Cornelius stared at him in fear. “What is it, Lord?” he asked.
The angel answered,“Your prayers and gifts to the poor have come up as a memorial offering before God. Now send men to Joppa to bring back a man named Simon who is called Peter."

- Acts 10:1-5

Cornelius, the Centurion from Italy


A Roman soldier who had become a centurion had worked his way up through the ranks of the military to earn the status of a noncommissioned officer given the responsibilities equivalent to a captain in the US Army and the command of a hundred Roman soldiers. A Centurion was paid sixteen times what the average soldier was paid. Polybius, the Roman historian described a Centurion like this:
“Centurions are required not to be bold and adventurous so much as good leaders, of steady and prudent mind, not prone to take the offensive or start fighting wantonly, but able when overwhelmed and hard-pressed to stand fast and die at their post.” - Polybius, History 6.24

Cornelius was a centurion in the Cohors II Miliaria Italica Civium Romanorum which consisted of archers from Italy who were freedmen (freed slaves) who had gained their citizenship.

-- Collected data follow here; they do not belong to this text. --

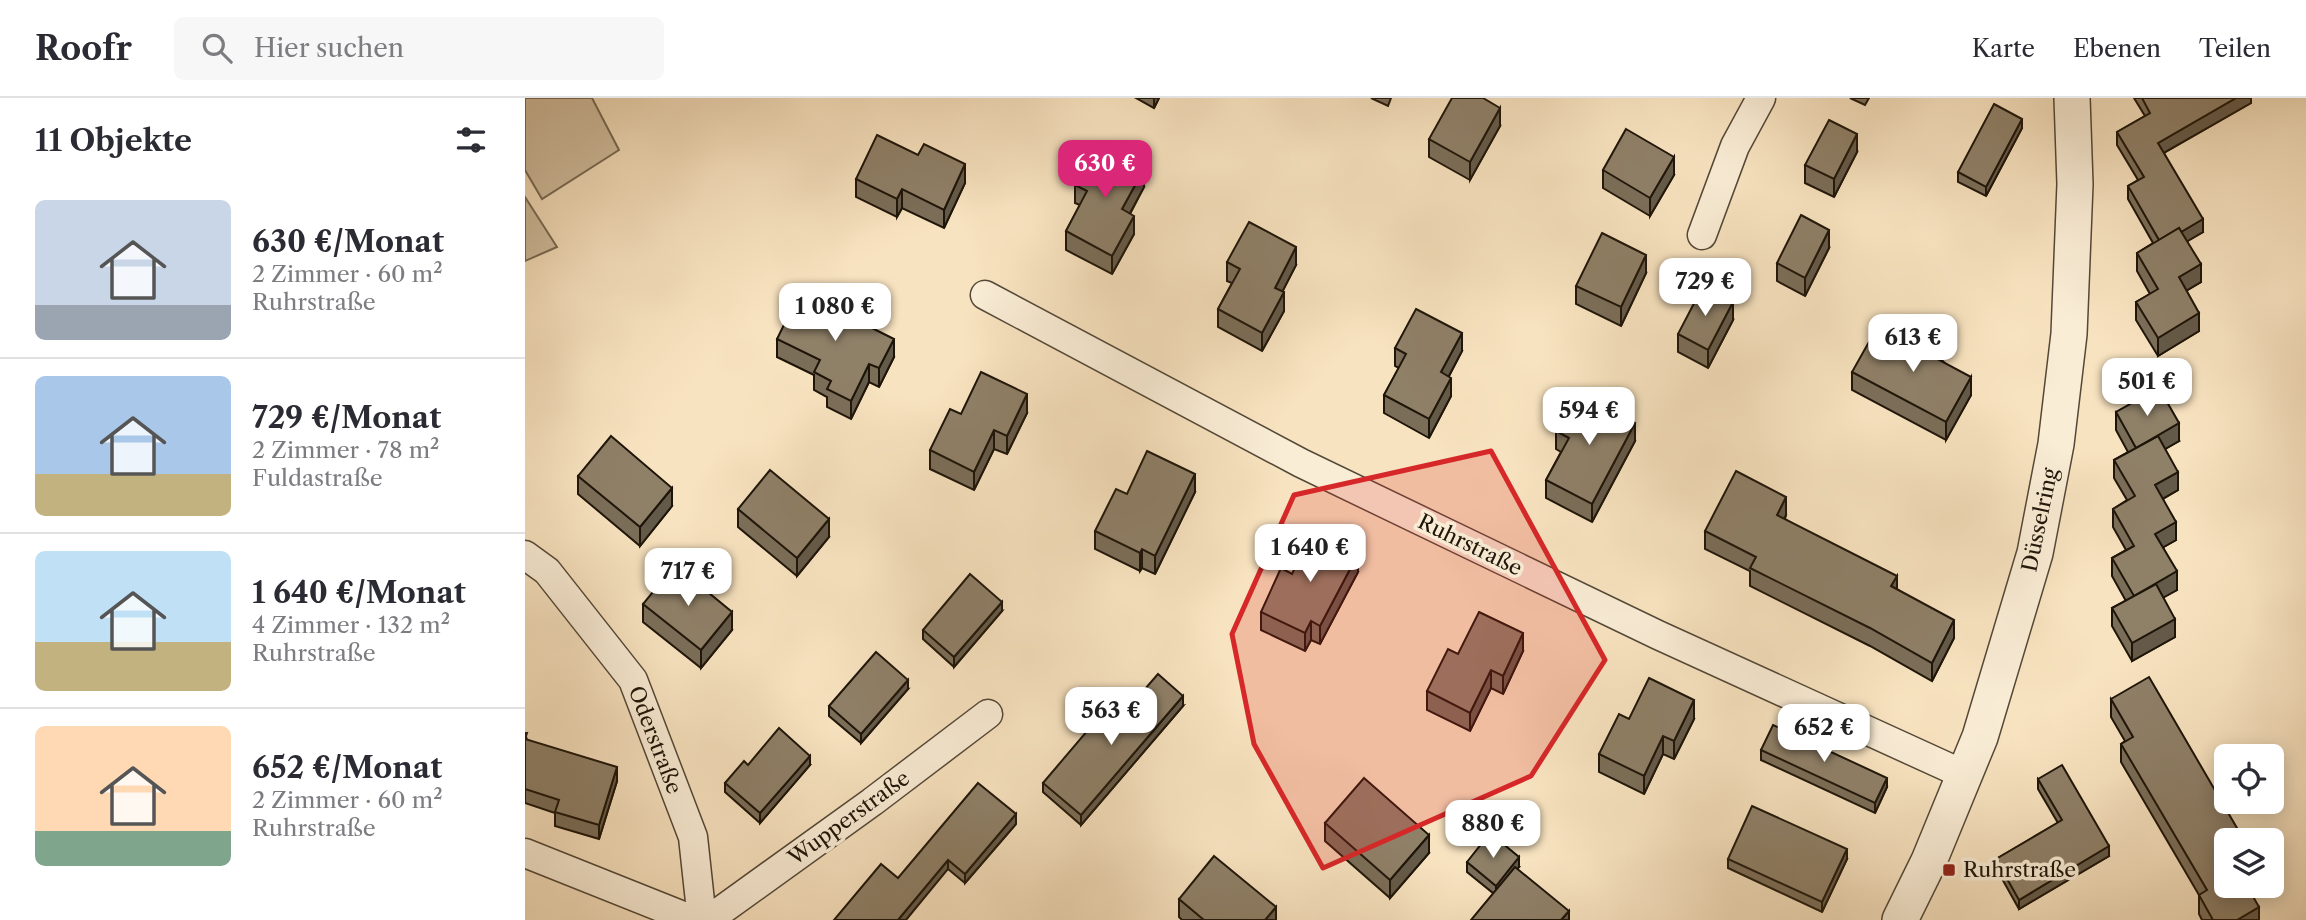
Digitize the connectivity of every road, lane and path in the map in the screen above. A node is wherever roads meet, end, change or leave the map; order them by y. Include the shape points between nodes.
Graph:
1 (1761, 98) edge
2 (2072, 98) edge
3 (1702, 235) dead end
4 (985, 295) dead end
5 (525, 555) edge
6 (988, 714) dead end
7 (1965, 775) junction
8 (525, 853) edge
9 (693, 920) edge
10 (702, 920) edge
11 (708, 920) edge
12 (1900, 920) edge

1 - 3 street via 1735,146
2 - 7 street, Düsselring via 2075,184 2069,334 2056,444 2035,553 1993,698
4 - 7 street, Ruhrstraße via 1301,463 1658,635
5 - 10 street, Oderstraße via 547,571 633,680 693,837
6 - 11 street, Wupperstraße via 873,803
7 - 12 street, Düsselring
8 - 9 street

A cohort was a unit of 1,000 men. Ten cohorts made a legion (10,000 men). Cornelius was in charge of a group of 100 archers that together with 900 other archers made up the Second Italian Cohort of Roman Citizens. The members originally all came from Italy. Notice that Cornelius' family was with him in his home and that Cornelius had done many good things in the community of Caesarea. Cornelius had probably been in this position in Caesarea for a fairly long time since he had a home with his family in a community where he was known for his good deeds.
Luke tells us that Cornelius was devout, God-fearing, gave generously and prayed to God regularly. Likewise, the angel also said that Cornelius’ prayers and gifts to the poor have become a memorial before God. Directions on how to receive eternal life where brought to Cornelius by the angel, because of Cornelius’ desire to seek God and his willingness to do the good deeds that reflected God’s character. Cornelius’ good deeds showed that he was seeking the God of glory, honor and immortality. Paul wrote in a similar way in Romans 2:7 when he wrote that a man like Cornelius will receive eternal life:  
 “To those who by persistence in doing good seek glory, honor and immortality, he will give eternal life…glory, honor and peace for everyone who does good: first for the Jew, then for the Gentile.” - Romans 2:7

But, Paul also writes that no one will be declared righteous and given eternal life because of their good deeds. Instead, Paul makes it clear that no man can gain glory, honor and immortality because of their good works. Righteousness and eternal life are attained through faith in Jesus Christ, because even though we may seek glory, honor and immortality from God, we all fall short of attaining it.
“No one will be declared righteous in his sight by observing the law…This righteousness from God comes through faith in Jesus Christ to all who believe. There is no difference, for all have sinned and fall short of the glory of God, and are justified freely by his grace through the redemption that came by Christ Jesus.” - Romans 3:20-24

Even though men will never attain eternal life by their own works, men do reveal that they are seeking God when they do good and seek to find God. God says that to these men, “he will give eternal life…glory, honor and peace for everyone who does good” (Romans 2:7) How? He will lead them to Jesus who is the only way to be justified and the only source of righteousness. (Romans 3:20-24)
The angel tells Cornelius that his prayers and gifts have reminded God (“memorial offering”) that Cornelius was seeking God’s “glory, honor and immortality.” Because of this, God sent an angel to Cornelius to tell him to go get Peter (who is 30 miles south of Caesarea in Joppa). Peter will tell Cornelius how he can gain by grace what he has demonstrated by his works that he is trying to gain, but has not. Cornelius will be saved in Acts 10:44.
Pesel (Hb) - Image (Eng) - the Hebrew noun pesel is used 31 times in the OT for "idol" or "image" carved from wood or metal. Most of the time a pesel was made to look like man or an animal, or the combination of the two which was used as a focal point to worship a spiritual being or make contact with a demon that was unseen.
Do I do good deeds and give generously to honor God?
Am I seeking to know and please the God who saved me?
Even though I am not saved by good works, I will seek to honor God by doing good and seeking him.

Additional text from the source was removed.